• TASK BRIEF: Whenever a line in the data holds the string "highway", pull that line out.

• GIVEN DATA:
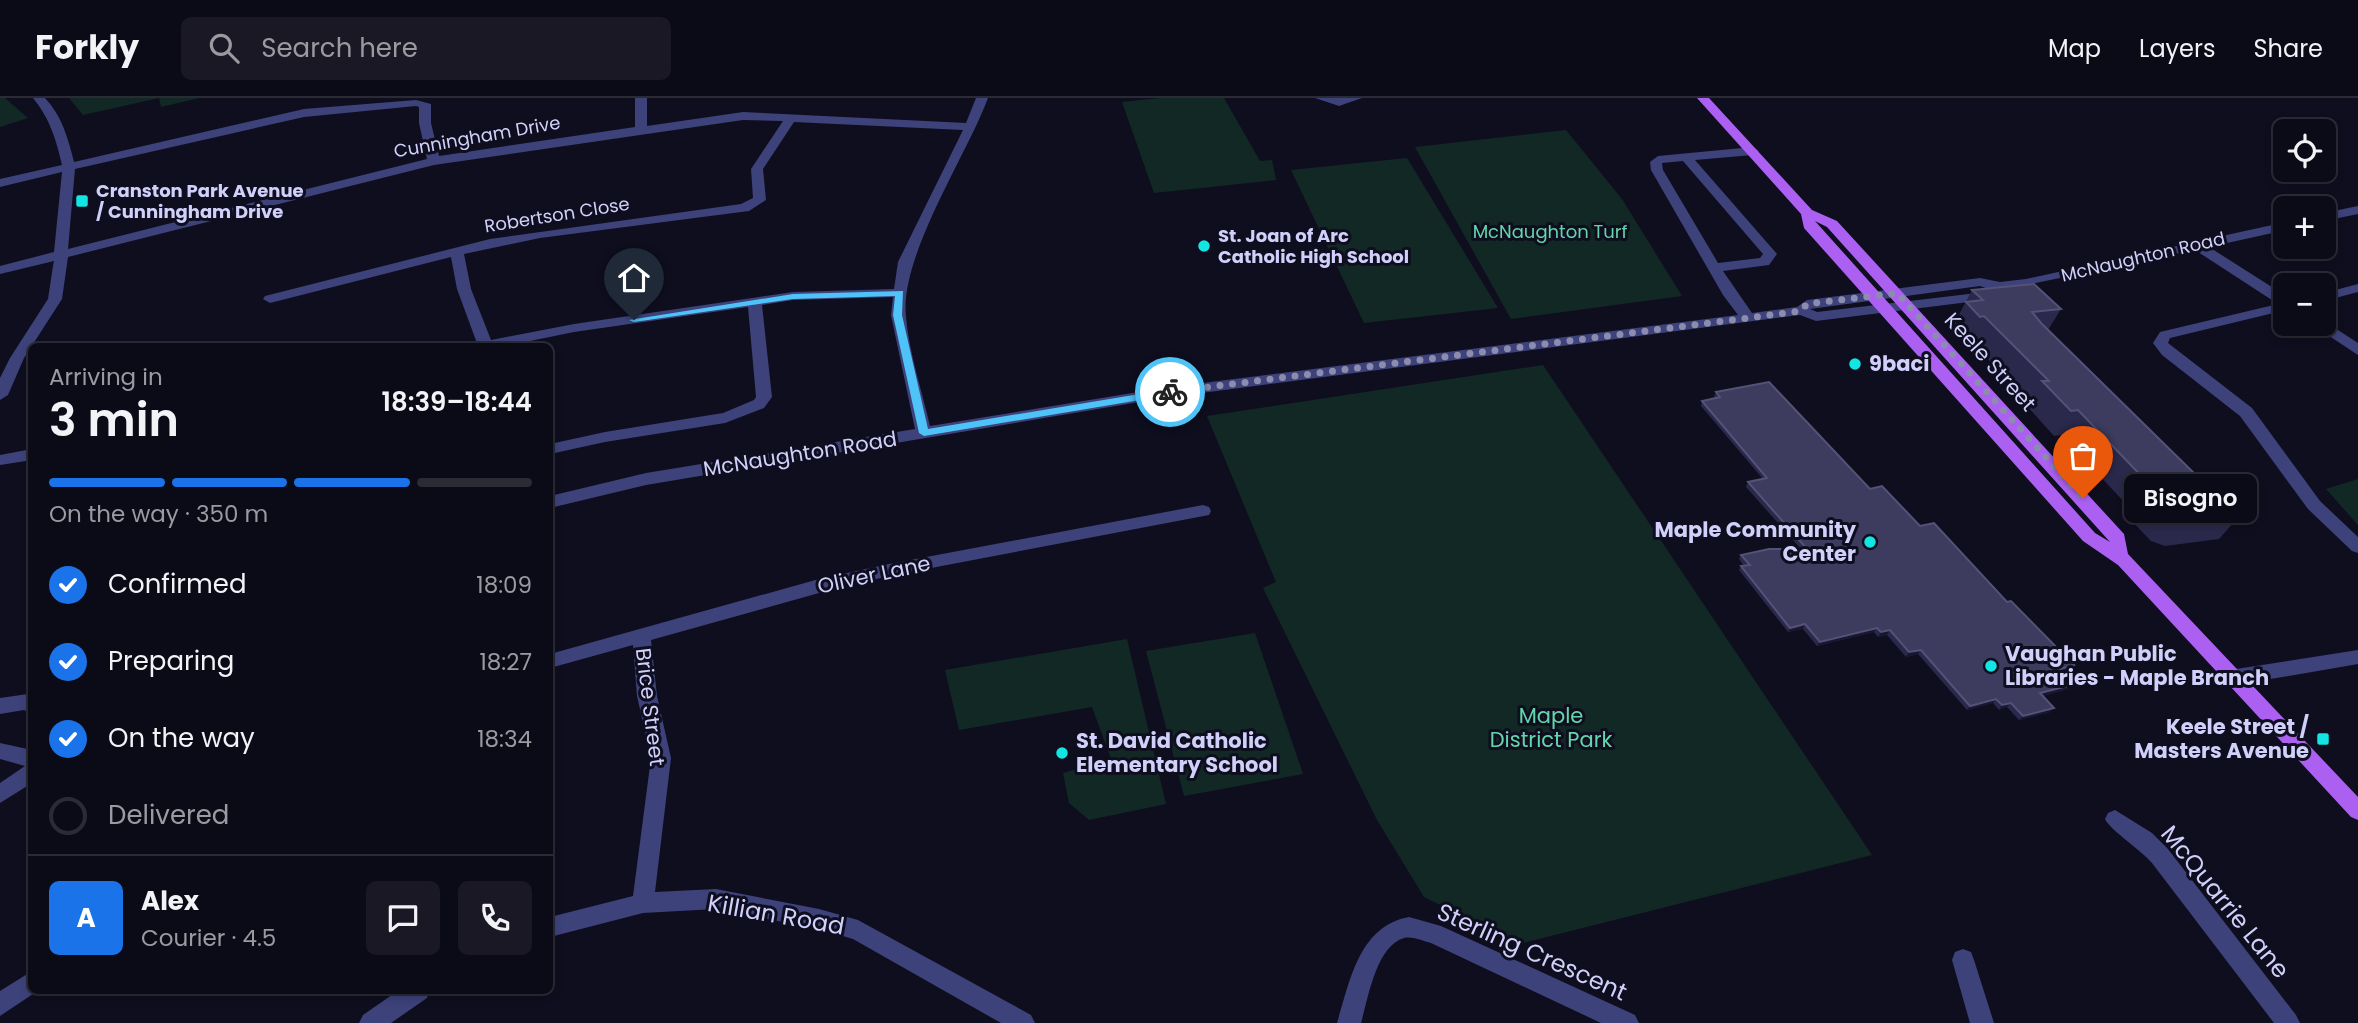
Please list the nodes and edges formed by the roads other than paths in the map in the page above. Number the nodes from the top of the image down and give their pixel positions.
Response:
1 (39, 98) edge
2 (641, 98) edge
3 (982, 98) edge
4 (1321, 98) edge
5 (1356, 98) edge
6 (1703, 98) edge
7 (790, 118) junction
8 (971, 127) junction
9 (640, 130) junction
10 (1753, 151) junction
11 (1686, 157) junction
12 (434, 162) junction
13 (69, 166) junction
14 (0, 183) edge
15 (2358, 210) edge
16 (1807, 213) junction
17 (2336, 215) edge
18 (2273, 229) edge
19 (2197, 245) junction
20 (457, 253) junction
21 (62, 254) junction
22 (1715, 268) junction
23 (0, 270) edge
24 (2358, 288) edge
25 (900, 293) junction
26 (2336, 294) edge
27 (2273, 295) edge
28 (270, 299) dead end
29 (1902, 299) junction
30 (755, 302) junction
31 (1879, 302) junction
32 (2273, 307) edge
33 (1748, 318) junction
34 (2336, 336) edge
35 (485, 343) edge
36 (501, 343) edge
37 (2358, 350) edge
38 (0, 395) edge
39 (924, 433) junction
40 (553, 448) edge
41 (28, 455) edge
42 (0, 460) edge
43 (553, 501) edge
44 (1203, 511) dead end
45 (2358, 547) edge
46 (2120, 557) junction
47 (641, 637) junction
48 (2358, 657) edge
49 (553, 660) edge
50 (2236, 677) junction
51 (28, 702) edge
52 (0, 706) edge
53 (0, 751) edge
54 (28, 758) edge
55 (28, 775) edge
56 (0, 794) edge
57 (2358, 811) edge
58 (2115, 819) dead end
59 (643, 903) junction
60 (553, 926) edge
61 (1963, 960) dead end
62 (28, 985) edge
63 (413, 994) edge
64 (0, 1005) edge
65 (371, 1023) edge
66 (1023, 1023) edge
67 (1349, 1023) edge
68 (1627, 1023) edge
69 (1982, 1023) edge
70 (2288, 1023) edge

1 - 13 street
2 - 9 street
3 - 8 street
4 - 5 street
6 - 10 main road, Keele Street
7 - 8 street, Cunningham Drive
7 - 9 street, Cunningham Drive
7 - 20 street, Robertson Close
8 - 25 street
9 - 12 street, Cunningham Drive
10 - 11 street
10 - 16 main road, Keele Street
11 - 22 street
11 - 22 street
12 - 13 street
12 - 21 street, Cunningham Drive
13 - 14 street
13 - 21 street
15 - 17 street
16 - 29 main road, Keele Street
16 - 31 main road, Keele Street
18 - 19 street, McNaughton Road
19 - 27 street
19 - 29 street, McNaughton Road
20 - 28 street, Robertson Close
20 - 35 street
21 - 23 street, Cunningham Drive
21 - 38 street
22 - 33 street
24 - 26 street
25 - 30 street
25 - 39 street
29 - 31 street, McNaughton Road
29 - 46 main road, Keele Street
30 - 36 street
30 - 40 street
31 - 33 street, McNaughton Road
31 - 46 main road, Keele Street
32 - 45 street
33 - 39 street, McNaughton Road
34 - 37 street
39 - 43 street, McNaughton Road
41 - 42 street
44 - 47 street, Oliver Lane
46 - 50 main road, Keele Street
47 - 49 street, Oliver Lane
47 - 59 street, Brice Street
48 - 50 street
50 - 57 main road, Keele Street
51 - 52 street
53 - 54 street
55 - 56 street
58 - 70 street, McQuarrie Lane
59 - 60 street, Killian Road
59 - 66 street, Killian Road
61 - 69 street
62 - 64 street
63 - 65 street
67 - 68 street, Sterling Crescent

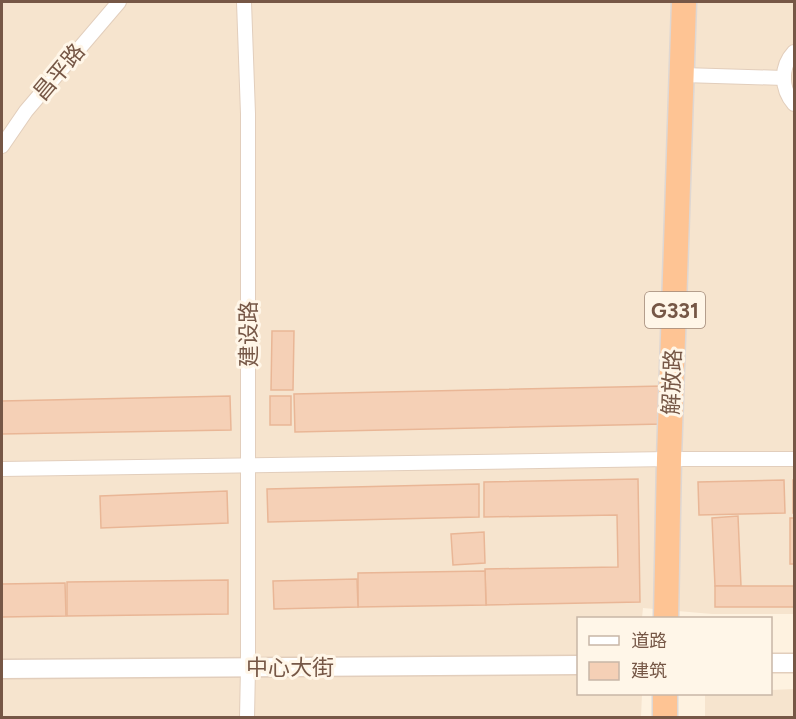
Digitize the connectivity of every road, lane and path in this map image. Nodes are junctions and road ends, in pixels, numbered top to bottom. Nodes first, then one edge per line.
1 (119, 2) edge
2 (244, 2) edge
3 (684, 2) edge
4 (795, 52) edge
5 (683, 75) junction
6 (783, 78) junction
7 (795, 104) edge
8 (2, 146) edge
9 (669, 459) junction
10 (795, 459) edge
11 (248, 465) junction
12 (2, 469) edge
13 (666, 617) edge
14 (772, 663) edge
15 (795, 663) edge
16 (577, 665) edge
17 (248, 667) junction
18 (2, 669) edge
19 (665, 695) edge
20 (247, 717) edge
21 (665, 717) edge

1 - 8 street, 昌平路
2 - 11 street, 建设路
3 - 5 highway, 解放路 / G331
4 - 6 street
5 - 6 street
5 - 9 highway, 解放路 / G331
6 - 7 street
9 - 10 street
9 - 11 street
9 - 13 highway, 解放路 / G331
11 - 12 street
11 - 17 street, 建设路
14 - 15 street
16 - 17 street, 中心大街
17 - 18 street, 中心大街
17 - 20 street, 建设路
19 - 21 highway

• OUTPUT FOR THIS EXERCISE:
3 - 5 highway, 解放路 / G331
5 - 9 highway, 解放路 / G331
9 - 13 highway, 解放路 / G331
19 - 21 highway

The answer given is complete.